What to work on: Your answer should hold every line of the records below that contains the string "numbered".

Data provided:
+===+
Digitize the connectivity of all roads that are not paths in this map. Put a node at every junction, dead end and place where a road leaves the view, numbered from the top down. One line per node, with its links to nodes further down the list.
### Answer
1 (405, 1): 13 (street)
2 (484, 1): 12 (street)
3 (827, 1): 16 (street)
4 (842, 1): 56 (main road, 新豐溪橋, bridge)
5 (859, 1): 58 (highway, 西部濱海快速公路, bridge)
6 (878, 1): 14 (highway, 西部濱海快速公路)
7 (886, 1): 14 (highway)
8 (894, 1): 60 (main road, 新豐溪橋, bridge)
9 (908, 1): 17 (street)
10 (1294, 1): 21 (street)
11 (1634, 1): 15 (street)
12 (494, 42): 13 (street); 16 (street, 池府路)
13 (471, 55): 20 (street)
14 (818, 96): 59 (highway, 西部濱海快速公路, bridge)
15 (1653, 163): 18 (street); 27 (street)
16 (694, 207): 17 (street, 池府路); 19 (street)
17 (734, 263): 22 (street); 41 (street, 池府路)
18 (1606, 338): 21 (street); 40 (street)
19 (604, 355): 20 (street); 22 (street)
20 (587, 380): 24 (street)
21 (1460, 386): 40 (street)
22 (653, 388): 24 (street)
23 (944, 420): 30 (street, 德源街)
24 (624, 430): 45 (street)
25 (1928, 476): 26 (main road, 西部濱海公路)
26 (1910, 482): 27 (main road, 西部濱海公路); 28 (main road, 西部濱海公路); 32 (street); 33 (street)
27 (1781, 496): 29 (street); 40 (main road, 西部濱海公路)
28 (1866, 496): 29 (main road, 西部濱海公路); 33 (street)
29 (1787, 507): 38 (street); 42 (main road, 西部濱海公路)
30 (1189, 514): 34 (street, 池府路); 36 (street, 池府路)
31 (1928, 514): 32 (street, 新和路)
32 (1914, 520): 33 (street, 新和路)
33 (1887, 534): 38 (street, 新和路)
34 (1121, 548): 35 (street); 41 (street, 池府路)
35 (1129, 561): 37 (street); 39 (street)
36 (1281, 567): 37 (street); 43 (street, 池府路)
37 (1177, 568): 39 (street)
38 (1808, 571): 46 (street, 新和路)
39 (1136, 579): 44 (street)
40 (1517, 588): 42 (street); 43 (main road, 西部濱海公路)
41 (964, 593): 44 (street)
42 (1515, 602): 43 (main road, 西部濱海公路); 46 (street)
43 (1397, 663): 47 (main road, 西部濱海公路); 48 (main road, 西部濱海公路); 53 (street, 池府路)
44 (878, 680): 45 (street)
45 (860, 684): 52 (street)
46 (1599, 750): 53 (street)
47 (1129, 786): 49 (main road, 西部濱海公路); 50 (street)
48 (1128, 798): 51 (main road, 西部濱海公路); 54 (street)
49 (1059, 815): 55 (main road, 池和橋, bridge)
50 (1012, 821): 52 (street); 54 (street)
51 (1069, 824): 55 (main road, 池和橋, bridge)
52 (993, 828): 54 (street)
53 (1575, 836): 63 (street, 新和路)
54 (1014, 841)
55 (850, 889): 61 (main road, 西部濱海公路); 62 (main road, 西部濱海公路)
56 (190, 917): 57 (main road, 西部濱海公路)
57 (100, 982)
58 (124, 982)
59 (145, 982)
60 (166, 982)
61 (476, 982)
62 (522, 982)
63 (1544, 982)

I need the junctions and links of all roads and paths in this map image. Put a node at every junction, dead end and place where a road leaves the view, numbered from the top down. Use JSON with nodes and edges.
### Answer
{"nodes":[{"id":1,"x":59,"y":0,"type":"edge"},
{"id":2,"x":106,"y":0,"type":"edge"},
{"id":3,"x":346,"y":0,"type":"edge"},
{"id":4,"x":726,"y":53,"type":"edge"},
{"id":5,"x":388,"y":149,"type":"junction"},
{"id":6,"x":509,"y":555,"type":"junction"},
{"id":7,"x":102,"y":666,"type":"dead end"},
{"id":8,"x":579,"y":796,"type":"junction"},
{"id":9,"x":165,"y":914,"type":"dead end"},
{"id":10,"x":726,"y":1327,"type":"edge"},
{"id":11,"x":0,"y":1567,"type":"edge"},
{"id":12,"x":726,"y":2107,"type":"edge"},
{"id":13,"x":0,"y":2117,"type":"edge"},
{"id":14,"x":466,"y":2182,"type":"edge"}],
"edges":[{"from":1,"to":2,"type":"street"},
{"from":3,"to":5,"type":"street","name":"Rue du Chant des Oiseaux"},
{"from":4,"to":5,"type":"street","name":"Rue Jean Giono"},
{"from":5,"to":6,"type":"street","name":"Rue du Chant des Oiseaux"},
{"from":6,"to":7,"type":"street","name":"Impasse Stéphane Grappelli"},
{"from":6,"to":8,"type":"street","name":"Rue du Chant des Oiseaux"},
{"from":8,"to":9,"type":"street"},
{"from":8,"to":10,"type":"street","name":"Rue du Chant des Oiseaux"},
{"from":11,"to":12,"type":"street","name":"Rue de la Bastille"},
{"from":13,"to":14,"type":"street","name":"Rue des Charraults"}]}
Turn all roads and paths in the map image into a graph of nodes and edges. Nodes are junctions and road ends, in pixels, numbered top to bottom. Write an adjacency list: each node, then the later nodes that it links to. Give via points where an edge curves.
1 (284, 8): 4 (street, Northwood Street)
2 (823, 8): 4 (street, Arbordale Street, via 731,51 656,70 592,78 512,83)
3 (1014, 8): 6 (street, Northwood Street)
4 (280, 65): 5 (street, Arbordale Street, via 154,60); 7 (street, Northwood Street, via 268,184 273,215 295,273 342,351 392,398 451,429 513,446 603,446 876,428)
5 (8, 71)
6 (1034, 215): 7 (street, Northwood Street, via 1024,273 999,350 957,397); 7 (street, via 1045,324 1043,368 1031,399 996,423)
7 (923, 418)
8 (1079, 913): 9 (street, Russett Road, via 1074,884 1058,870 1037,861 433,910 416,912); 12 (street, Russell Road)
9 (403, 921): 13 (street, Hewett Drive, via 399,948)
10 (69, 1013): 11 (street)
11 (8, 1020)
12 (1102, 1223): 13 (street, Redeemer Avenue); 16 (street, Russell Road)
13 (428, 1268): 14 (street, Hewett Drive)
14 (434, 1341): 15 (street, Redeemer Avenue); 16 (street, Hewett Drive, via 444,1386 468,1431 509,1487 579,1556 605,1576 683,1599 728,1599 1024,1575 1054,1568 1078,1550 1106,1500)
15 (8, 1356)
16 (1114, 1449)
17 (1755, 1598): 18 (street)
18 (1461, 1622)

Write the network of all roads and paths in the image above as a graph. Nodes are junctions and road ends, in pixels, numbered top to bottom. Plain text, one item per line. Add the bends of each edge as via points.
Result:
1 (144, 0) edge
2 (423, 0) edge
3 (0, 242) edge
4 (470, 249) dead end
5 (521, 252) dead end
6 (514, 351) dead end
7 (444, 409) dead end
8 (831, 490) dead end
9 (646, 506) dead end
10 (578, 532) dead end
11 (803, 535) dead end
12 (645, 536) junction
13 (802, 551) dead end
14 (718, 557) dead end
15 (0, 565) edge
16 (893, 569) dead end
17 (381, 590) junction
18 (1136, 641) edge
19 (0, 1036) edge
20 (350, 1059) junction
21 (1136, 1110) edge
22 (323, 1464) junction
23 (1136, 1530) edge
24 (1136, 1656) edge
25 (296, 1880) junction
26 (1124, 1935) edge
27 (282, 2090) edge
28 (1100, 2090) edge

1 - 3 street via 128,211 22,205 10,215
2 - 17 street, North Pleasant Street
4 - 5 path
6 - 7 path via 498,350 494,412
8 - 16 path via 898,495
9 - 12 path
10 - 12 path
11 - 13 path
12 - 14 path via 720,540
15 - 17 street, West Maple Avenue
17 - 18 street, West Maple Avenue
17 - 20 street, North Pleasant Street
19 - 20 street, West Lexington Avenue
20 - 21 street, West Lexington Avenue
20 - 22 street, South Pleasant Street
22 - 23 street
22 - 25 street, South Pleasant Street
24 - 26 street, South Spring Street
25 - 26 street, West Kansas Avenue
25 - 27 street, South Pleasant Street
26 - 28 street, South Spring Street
+===+
Response for this exercise:
Digitize the connectivity of all roads that are not paths in this map. Put a node at every junction, dead end and place where a road leaves the view, numbered from the top down. One line per node, with its links to nodes further down the list.
I need the junctions and links of all roads and paths in this map image. Put a node at every junction, dead end and place where a road leaves the view, numbered from the top down. Use JSON with nodes and edges.
Turn all roads and paths in the map image into a graph of nodes and edges. Nodes are junctions and road ends, in pixels, numbered top to bottom. Write an adjacency list: each node, then the later nodes that it links to. Give via points where an edge curves.
Write the network of all roads and paths in the image above as a graph. Nodes are junctions and road ends, in pixels, numbered top to bottom. Plain text, one item per line. Add the bends of each edge as via points.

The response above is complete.